You can see that nearly all the time is in a recv.
I decided to bail on httpref and write my own HTTP/1.1-with-keep-alive request and send it using netcat:
GET / HTTP/1.1
Location: localhost
Connection: Keep-Alive
Content-Length: 0
GET / HTTP/1.1
Location: localhost
Connection: Keep-Alive
Content-Length: 0
... repeat 97 more times, to have 99 keep-alives in total ...
GET / HTTP/1.1
Location: localhost
Connection: Close
Content-Length: 0
which I sent with
nc localhost 8080 < ~/src/send_to_paste.txt
Total time for 100 requests was 0.03 seconds, so it's very good performance.
This suggests that httperf is doing something wrong (but it's a widely used and respected piece of code), so I tried 'ab'
% ab -n 100 -k localhost:8080/
This is ApacheBench, Version 1.3d <$Revision: 1.73 gt; apache-1.3
Copyright (c) 1996 Adam Twiss, Zeus Technology Ltd, http://www.zeustech.net/
Copyright (c) 2006 The Apache Software Foundation, http://www.apache.org/
Benchmarking localhost (be patient)...
Server timed out
: Operation now in progress
Instrumenting the server, it handles one request and is waiting for the second.

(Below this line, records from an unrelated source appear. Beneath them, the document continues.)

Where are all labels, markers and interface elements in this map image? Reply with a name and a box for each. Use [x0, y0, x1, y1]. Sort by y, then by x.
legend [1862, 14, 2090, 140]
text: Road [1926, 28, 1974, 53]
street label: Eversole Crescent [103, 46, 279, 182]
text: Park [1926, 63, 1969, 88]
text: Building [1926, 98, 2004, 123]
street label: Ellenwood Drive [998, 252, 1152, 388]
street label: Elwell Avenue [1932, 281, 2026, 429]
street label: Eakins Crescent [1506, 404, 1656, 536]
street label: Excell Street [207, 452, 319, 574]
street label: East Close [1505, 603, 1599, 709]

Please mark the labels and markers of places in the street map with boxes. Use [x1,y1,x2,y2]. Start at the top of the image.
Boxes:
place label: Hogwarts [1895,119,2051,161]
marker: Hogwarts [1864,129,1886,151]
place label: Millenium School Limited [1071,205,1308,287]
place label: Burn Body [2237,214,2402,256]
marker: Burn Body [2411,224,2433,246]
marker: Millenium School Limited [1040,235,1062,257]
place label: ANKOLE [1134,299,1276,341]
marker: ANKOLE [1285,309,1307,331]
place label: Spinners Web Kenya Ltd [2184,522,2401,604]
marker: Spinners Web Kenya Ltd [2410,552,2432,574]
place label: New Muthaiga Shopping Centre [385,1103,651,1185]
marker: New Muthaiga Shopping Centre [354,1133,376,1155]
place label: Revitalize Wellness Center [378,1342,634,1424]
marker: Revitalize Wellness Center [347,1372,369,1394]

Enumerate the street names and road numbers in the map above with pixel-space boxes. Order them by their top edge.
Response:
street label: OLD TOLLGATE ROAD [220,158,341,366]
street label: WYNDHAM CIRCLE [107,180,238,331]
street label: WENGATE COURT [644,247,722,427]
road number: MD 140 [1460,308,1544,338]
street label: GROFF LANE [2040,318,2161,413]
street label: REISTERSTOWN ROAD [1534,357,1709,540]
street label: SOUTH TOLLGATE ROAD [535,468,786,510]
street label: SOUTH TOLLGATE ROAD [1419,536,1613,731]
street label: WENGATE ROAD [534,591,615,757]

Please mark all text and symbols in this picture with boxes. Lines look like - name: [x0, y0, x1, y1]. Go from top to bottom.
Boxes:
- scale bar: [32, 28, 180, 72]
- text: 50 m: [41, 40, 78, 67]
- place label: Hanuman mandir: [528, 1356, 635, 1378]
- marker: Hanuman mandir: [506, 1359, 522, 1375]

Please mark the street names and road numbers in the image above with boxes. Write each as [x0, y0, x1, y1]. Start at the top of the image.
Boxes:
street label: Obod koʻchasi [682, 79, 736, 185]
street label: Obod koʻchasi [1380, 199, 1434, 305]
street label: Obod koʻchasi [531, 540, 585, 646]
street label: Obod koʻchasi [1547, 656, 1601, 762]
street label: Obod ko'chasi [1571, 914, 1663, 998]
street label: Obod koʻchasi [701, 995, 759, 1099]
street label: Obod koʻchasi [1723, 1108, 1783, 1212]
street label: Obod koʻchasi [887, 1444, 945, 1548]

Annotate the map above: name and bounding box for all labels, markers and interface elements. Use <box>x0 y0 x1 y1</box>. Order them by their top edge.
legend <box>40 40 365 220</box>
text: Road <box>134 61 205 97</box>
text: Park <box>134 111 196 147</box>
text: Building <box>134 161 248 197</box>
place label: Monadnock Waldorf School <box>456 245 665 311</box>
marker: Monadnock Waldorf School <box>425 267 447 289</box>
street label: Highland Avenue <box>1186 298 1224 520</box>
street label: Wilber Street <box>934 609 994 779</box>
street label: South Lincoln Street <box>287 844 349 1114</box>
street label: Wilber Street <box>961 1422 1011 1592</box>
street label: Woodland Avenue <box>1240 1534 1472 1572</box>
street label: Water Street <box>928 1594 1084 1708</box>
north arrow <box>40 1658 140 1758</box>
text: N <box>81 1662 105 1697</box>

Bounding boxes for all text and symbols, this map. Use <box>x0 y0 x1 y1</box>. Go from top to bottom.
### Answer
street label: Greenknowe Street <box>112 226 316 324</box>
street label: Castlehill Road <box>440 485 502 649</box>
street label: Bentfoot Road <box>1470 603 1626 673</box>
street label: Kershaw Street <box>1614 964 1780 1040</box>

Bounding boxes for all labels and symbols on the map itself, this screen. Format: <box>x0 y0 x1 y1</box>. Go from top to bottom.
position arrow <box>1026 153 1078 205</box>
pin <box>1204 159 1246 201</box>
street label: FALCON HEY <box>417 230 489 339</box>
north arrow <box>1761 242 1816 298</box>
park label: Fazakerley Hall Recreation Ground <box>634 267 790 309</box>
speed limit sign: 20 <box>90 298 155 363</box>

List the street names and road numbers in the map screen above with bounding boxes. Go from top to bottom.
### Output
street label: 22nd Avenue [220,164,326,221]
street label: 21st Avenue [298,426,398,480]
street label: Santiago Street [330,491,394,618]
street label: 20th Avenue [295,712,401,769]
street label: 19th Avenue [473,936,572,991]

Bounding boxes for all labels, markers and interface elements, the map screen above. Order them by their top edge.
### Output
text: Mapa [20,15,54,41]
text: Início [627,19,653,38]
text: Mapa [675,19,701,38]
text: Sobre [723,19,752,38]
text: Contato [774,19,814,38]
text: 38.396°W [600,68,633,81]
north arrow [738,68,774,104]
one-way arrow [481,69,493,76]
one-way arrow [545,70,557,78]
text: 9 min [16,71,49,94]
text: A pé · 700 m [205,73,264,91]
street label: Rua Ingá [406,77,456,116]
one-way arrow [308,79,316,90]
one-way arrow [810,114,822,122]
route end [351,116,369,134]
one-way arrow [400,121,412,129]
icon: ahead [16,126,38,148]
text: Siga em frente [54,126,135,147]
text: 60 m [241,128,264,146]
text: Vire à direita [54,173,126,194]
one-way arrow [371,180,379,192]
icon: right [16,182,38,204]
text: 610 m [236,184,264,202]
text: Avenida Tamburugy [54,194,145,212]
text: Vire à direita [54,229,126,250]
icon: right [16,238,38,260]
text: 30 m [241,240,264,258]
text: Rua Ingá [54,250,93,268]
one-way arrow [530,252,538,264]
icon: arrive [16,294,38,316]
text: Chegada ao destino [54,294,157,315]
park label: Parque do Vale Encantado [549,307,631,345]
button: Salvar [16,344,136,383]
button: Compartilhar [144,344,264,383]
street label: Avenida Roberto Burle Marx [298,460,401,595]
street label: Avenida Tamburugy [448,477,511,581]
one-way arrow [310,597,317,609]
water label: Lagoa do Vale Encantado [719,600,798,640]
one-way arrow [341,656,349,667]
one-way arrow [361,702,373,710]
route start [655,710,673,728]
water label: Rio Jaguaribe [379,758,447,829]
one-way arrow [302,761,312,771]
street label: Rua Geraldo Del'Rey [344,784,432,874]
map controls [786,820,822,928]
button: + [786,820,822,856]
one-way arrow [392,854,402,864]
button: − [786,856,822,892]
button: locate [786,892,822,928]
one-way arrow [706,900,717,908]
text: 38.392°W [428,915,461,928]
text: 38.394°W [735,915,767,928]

Any idea of what's going on?
如果你对这篇内容有疑问,欢迎到本站社区发帖提问 参与讨论,获取更多帮助,或者扫码二维码加入 Web 技术交流群。
绑定邮箱获取回复消息
由于您还没有绑定你的真实邮箱,如果其他用户或者作者回复了您的评论,将不能在第一时间通知您!
发布评论
评论(1)
经过一番努力,似乎是 Nagle 算法 或延迟的 ACK,或交互他们之间。 之类的事情,它就会消失。
如果我做了类似“我是如何追踪它的?” 首先,我在socket.py 中检测了每个“recv”,这样我就可以找出哪个recv 正在等待。我发现 11 个接收中大约有 5 个有近 200 毫秒的延迟。我不明白为什么有任何延迟。然后我使用 Wireshark 观察消息,发现实际上是从服务器到客户端的发送有延迟。这意味着我的客户端发出的消息中存在 TCP 层的内容。
一位朋友提出了显而易见的建议,我搜索了“200ms套接字延迟”并找到了这个问题的描述。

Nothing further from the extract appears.